The Office of Fair Trading has ordered travel companies to end the use of hidden card charges. According the an article on the BBC airline, ferry and rail customers spend £300 billion a YEAR in hidden charges. http://www.bbc.co.uk/news/business-13932299
It's funny isn't it, you go into Tesco, or Asda, or Next or whoever, hand over your plastic, be it credit or debit card, the thing is swiped, the computer says 'yes' (or occasionally no), and you pay the exact amount that your goods total, with no hidden charges or fees. You book your flight, or your ferry crossing or train tickets on line, and BANG, hidden charge for using a card. It's online FFS, how else are your going to pay................stuff pound notes down the telephone line????? I wish!
Now I know that companies have to pay to have card machines, typically the charge for using a credit card is 2% or the transaction fee, debit cards works on a flat fee basis, about £0.20 -£0.50 I believe. But this is all part of doing business isn't it? And surely, if the retailer takes sensible precautions, card payment is relatively secure, better than cheques for example. After all, if the funds aren't there, the computer says no!!!
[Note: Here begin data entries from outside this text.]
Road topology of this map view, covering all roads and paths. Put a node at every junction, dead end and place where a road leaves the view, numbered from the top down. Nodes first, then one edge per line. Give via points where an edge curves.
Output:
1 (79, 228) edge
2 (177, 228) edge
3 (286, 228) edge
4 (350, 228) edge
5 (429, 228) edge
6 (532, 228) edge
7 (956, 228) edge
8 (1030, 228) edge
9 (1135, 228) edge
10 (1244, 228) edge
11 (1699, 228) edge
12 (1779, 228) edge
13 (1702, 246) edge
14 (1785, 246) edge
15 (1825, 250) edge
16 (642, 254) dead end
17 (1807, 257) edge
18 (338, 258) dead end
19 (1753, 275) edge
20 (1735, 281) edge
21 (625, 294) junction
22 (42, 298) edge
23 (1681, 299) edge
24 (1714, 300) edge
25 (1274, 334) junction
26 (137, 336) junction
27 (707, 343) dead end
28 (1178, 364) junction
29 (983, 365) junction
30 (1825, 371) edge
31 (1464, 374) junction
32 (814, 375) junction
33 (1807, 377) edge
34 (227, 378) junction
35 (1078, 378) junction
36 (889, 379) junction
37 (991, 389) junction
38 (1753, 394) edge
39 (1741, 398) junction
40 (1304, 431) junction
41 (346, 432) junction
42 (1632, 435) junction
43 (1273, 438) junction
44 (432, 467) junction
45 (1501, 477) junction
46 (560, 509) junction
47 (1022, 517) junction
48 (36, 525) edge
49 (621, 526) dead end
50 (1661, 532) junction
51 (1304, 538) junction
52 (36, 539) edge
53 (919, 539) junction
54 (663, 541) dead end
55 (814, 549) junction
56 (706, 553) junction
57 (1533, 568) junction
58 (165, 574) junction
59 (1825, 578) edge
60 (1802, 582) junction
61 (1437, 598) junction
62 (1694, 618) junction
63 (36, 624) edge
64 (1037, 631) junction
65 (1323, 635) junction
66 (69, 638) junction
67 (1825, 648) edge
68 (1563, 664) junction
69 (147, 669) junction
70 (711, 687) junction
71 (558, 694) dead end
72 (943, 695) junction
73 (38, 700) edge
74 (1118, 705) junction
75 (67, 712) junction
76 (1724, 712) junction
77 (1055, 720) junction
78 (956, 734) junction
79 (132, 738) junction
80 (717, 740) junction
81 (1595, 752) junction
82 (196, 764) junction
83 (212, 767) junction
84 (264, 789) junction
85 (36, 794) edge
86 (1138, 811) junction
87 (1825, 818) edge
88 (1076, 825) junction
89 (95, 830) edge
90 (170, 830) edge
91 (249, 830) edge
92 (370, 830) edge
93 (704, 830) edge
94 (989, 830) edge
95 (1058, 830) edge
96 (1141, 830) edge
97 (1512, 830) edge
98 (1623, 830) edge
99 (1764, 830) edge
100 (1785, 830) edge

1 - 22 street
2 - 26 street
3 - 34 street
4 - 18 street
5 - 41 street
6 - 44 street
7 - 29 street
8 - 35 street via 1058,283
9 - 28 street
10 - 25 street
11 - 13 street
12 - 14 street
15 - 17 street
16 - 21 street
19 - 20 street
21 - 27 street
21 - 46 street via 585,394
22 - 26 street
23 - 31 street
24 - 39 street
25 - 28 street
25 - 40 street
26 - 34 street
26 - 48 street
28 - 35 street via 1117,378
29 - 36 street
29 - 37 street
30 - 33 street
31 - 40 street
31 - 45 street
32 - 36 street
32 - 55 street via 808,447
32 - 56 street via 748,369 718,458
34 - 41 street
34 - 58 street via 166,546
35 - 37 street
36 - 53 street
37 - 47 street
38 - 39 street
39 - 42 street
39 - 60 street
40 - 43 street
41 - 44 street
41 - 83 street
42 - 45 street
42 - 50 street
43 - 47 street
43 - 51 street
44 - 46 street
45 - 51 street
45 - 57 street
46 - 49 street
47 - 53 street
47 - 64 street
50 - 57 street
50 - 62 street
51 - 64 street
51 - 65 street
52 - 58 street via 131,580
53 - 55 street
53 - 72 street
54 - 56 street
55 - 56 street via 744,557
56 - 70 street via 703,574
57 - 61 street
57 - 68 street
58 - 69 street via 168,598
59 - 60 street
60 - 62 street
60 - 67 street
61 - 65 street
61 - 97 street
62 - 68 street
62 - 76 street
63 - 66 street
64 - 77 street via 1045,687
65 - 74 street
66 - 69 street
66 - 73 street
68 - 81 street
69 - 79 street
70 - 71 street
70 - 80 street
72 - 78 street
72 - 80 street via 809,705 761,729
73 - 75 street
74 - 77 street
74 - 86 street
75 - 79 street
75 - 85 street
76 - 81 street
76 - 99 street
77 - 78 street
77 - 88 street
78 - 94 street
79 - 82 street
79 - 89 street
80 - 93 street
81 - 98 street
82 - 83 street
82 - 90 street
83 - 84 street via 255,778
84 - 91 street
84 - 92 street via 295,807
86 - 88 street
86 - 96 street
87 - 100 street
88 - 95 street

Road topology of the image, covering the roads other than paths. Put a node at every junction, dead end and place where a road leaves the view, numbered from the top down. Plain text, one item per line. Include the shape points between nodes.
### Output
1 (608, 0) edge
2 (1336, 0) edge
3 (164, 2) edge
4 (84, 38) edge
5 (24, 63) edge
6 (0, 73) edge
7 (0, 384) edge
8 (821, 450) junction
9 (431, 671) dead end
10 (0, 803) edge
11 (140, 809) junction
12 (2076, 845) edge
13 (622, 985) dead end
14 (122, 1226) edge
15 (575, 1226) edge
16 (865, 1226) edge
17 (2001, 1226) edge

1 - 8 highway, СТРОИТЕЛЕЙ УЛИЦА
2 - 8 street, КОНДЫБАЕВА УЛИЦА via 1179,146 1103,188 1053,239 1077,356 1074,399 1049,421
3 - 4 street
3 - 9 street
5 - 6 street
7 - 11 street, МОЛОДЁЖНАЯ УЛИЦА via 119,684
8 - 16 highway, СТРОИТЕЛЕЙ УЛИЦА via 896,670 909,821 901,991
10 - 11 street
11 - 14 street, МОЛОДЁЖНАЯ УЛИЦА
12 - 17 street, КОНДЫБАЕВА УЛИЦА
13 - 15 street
There are a few places that will charge you to pay by credit card as opposed to debit card; hotels for example, several I have worked in have levied charges if people wish to pay with credit card, but it appears to be online travel merchants that are the worst culprits. Some of the cheapie airlines only don't charge you if you pay be Visa Electron, and only about two financial institutions in this country offer Visa Electron, and one of them is getting rid of it. It is also, bit like Solo (now also gone), often offered to those people with a very poor credit rating - you can only use it if you physically have the money in your account, you can't pre-authorise (something hotels do a lot of). Suspect that's why the cheapie airlines like it.
Now when you use your credit or debit card to pay for goods online, you often have a little pause while the transaction is authorised. This is just like when the chip and machine dials your bank and checks if you are solvent enough to buy the entire summer collection in Gap!!! So, the booking website calls your bank and asks if you have enough cash, or credit, to fly to the moon (and back), and if so, the transaction is authorised, and baring card fraud and the merchants negligence, they get the money, and you get to go to then moon!!!
Part of me understands the charge, but I would actually understand it more if the high street levied it...............after all, you could actually go to the bank and get the cash. But when you buy online, you don't actually have a choice do you? As I said, I can't physically get the pound notes down the phone line, so how else do I pay, if not by card???